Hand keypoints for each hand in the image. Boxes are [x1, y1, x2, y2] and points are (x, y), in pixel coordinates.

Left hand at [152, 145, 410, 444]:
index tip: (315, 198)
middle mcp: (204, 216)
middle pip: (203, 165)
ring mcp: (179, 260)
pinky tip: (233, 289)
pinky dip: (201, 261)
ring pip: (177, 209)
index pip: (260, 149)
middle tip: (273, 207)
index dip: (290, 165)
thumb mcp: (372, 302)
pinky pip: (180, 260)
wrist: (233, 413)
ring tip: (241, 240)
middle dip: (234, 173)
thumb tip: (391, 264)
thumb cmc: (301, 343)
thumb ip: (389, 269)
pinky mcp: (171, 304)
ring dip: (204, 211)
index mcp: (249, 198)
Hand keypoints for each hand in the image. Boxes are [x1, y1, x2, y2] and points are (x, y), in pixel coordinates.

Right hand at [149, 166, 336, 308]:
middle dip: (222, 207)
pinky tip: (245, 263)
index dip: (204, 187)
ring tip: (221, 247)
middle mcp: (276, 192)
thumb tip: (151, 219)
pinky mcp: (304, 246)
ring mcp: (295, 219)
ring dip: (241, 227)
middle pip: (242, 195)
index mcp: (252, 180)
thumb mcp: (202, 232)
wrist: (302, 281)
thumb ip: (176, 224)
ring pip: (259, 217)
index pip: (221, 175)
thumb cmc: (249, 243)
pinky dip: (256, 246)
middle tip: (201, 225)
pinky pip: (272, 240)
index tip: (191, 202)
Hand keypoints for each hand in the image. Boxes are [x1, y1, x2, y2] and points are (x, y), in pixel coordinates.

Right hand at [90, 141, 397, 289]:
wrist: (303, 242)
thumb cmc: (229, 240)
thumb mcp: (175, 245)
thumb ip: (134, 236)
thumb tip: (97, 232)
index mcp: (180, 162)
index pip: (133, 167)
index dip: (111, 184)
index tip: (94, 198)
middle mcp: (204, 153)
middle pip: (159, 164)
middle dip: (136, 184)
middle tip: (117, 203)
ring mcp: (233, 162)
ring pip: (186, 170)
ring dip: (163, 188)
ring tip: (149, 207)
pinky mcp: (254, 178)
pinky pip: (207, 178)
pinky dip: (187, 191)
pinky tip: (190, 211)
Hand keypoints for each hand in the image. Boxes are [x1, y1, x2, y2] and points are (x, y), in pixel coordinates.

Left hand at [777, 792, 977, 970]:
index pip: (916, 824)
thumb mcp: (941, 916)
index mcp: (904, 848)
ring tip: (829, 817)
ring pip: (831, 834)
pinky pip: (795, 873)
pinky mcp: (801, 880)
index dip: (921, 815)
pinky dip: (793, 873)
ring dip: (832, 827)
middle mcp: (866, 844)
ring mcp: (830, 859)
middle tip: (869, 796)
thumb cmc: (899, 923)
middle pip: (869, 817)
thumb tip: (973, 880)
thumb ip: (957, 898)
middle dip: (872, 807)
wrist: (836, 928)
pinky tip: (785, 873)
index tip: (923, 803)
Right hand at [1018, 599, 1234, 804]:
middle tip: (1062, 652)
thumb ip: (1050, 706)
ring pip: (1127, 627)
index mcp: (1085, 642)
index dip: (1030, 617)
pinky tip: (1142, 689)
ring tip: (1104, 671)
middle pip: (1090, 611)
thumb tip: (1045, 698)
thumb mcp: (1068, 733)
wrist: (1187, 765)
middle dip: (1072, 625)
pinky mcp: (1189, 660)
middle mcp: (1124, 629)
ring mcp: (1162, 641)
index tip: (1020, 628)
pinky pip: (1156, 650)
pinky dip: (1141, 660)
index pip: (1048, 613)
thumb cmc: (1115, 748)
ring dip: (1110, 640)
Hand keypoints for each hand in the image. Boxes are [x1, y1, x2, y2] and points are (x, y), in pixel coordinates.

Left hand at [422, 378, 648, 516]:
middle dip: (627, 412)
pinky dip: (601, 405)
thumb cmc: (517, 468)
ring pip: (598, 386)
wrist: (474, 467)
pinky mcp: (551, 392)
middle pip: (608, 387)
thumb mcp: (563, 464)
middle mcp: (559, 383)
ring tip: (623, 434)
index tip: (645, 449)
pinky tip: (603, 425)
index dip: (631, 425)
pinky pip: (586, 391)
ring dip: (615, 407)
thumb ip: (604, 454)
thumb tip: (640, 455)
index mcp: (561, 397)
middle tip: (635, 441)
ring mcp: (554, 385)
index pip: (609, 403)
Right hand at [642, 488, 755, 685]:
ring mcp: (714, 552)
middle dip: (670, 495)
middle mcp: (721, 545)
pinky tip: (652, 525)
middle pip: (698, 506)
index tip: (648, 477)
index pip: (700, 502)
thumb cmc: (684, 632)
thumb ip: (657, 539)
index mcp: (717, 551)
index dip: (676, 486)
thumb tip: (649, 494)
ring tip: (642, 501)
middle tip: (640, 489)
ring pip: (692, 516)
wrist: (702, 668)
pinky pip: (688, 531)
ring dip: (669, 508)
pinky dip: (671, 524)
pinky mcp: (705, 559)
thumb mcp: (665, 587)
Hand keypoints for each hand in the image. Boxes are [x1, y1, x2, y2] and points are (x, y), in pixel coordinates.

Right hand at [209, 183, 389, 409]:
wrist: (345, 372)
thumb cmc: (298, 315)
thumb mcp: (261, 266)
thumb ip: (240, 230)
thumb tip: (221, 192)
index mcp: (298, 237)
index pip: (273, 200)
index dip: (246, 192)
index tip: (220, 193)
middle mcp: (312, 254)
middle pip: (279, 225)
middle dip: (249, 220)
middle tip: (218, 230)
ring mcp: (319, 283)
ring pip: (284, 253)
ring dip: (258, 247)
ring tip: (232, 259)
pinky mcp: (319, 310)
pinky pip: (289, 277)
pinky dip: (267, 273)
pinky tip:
-------------------------
| Task description |
For this exercise, retype the entire listing exactly.

| Written answer |
Hand keypoints for each hand in the image. Boxes are [x1, y1, x2, y2] and points are (x, y), in pixel coordinates.

Left hand at [152, 145, 410, 444]:
index tip: (315, 198)
middle mcp: (204, 216)
middle pip: (203, 165)
ring mcp: (179, 260)
pinky tip: (233, 289)
pinky dip: (201, 261)
ring pip: (177, 209)
index pip: (260, 149)
middle tip: (273, 207)
index dip: (290, 165)
thumb mcp: (372, 302)
pinky pip: (180, 260)
wrist: (233, 413)
ring tip: (241, 240)
middle dip: (234, 173)
thumb tip: (391, 264)
thumb cmc: (301, 343)
thumb ip: (389, 269)
pinky mcp: (171, 304)
ring dip: (204, 211)
index mcp: (249, 198)
Hand keypoints for each hand in the image. Boxes are [x1, y1, x2, y2] and points are (x, y), in pixel coordinates.

Right hand at [149, 166, 336, 308]:
middle dip: (222, 207)
pinky tip: (245, 263)
index dip: (204, 187)
ring tip: (221, 247)
middle mcp: (276, 192)
thumb tip: (151, 219)
pinky mcp: (304, 246)
ring mcp: (295, 219)
ring dip: (241, 227)
middle pip: (242, 195)
index mcp: (252, 180)
thumb mcp: (202, 232)
wrist: (302, 281)
thumb ip: (176, 224)
ring pip: (259, 217)
index pip: (221, 175)
thumb cmc: (249, 243)
pinky dip: (256, 246)
middle tip: (201, 225)
pinky pip: (272, 240)
index tip: (191, 202)
Hand keypoints for each hand in the image. Boxes are [x1, y1, x2, y2] and points are (x, y), in pixel coordinates.

Right hand at [90, 141, 397, 289]:
wrist: (303, 242)
thumb cmc: (229, 240)
thumb mcp: (175, 245)
thumb ip: (134, 236)
thumb tip: (97, 232)
index mcp: (180, 162)
index pip: (133, 167)
index dip: (111, 184)
index tip: (94, 198)
middle mcp: (204, 153)
middle pip: (159, 164)
middle dip: (136, 184)
middle tip: (117, 203)
ring mcp: (233, 162)
ring pip: (186, 170)
ring dip: (163, 188)
ring tip: (149, 207)
pinky mcp: (254, 178)
pinky pip: (207, 178)
pinky dip: (187, 191)
pinky tip: (190, 211)
Hand keypoints for each hand in the image. Boxes are [x1, y1, x2, y2] and points are (x, y), in pixel coordinates.

Left hand at [777, 792, 977, 970]:
index pip: (916, 824)
thumb mcp: (941, 916)
index mcp: (904, 848)
ring tip: (829, 817)
ring pip: (831, 834)
pinky pip: (795, 873)
pinky mcp: (801, 880)
index dip: (921, 815)
pinky dip: (793, 873)
ring dip: (832, 827)
middle mcp: (866, 844)
ring mcp: (830, 859)
middle tip: (869, 796)
thumb cmc: (899, 923)
middle pip: (869, 817)
thumb tip: (973, 880)
thumb ip: (957, 898)
middle dip: (872, 807)
wrist: (836, 928)
pinky tip: (785, 873)
index tip: (923, 803)
Right hand at [1018, 599, 1234, 804]:
middle tip: (1062, 652)
thumb ip: (1050, 706)
ring pip: (1127, 627)
index mcp: (1085, 642)
index dip: (1030, 617)
pinky tip: (1142, 689)
ring tip: (1104, 671)
middle pip: (1090, 611)
thumb tip: (1045, 698)
thumb mcp: (1068, 733)
wrist: (1187, 765)
middle dip: (1072, 625)
pinky mcp: (1189, 660)
middle mcp: (1124, 629)
ring mcp: (1162, 641)
index tip: (1020, 628)
pinky pip: (1156, 650)
pinky dip: (1141, 660)
index pip: (1048, 613)
thumb cmc: (1115, 748)
ring dip: (1110, 640)
Hand keypoints for each hand in the image. Boxes are [x1, y1, x2, y2] and points are (x, y), in pixel coordinates.

Left hand at [422, 378, 648, 516]:
middle dip: (627, 412)
pinky dip: (601, 405)
thumb cmc: (517, 468)
ring pip: (598, 386)
wrist: (474, 467)
pinky mcp: (551, 392)
middle pip: (608, 387)
thumb mcp: (563, 464)
middle mcp: (559, 383)
ring tip: (623, 434)
index tip: (645, 449)
pinky tip: (603, 425)
index dip: (631, 425)
pinky pip: (586, 391)
ring dip: (615, 407)
thumb ip: (604, 454)
thumb tip: (640, 455)
index mcp: (561, 397)
middle tip: (635, 441)
ring mcp: (554, 385)
index pip: (609, 403)
Right hand at [642, 488, 755, 685]:
ring mcp: (714, 552)
middle dip: (670, 495)
middle mcp: (721, 545)
pinky tip: (652, 525)
middle pip: (698, 506)
index tip: (648, 477)
index pip: (700, 502)
thumb cmc: (684, 632)
thumb ip: (657, 539)
index mcp: (717, 551)
index dip: (676, 486)
thumb tip: (649, 494)
ring tip: (642, 501)
middle tip: (640, 489)
ring pip: (692, 516)
wrist: (702, 668)
pinky pip: (688, 531)
ring dip: (669, 508)
pinky dip: (671, 524)
pinky mcp: (705, 559)
thumb mcp: (665, 587)
Hand keypoints for each hand in the image. Boxes are [x1, y1, x2, y2] and points are (x, y), in pixel coordinates.

Right hand at [209, 183, 389, 409]:
wrist: (345, 372)
thumb cmc: (298, 315)
thumb mcp: (261, 266)
thumb ip: (240, 230)
thumb tip: (221, 192)
index mcp: (298, 237)
index pip: (273, 200)
index dip: (246, 192)
index tip: (220, 193)
middle mcp: (312, 254)
middle pip: (279, 225)
middle dip: (249, 220)
middle tip: (218, 230)
ring mcp: (319, 283)
ring pip: (284, 253)
ring dip: (258, 247)
ring tip: (232, 259)
pinky mcp: (319, 310)
pinky pip: (289, 277)
pinky dip: (267, 273)
pinky tip:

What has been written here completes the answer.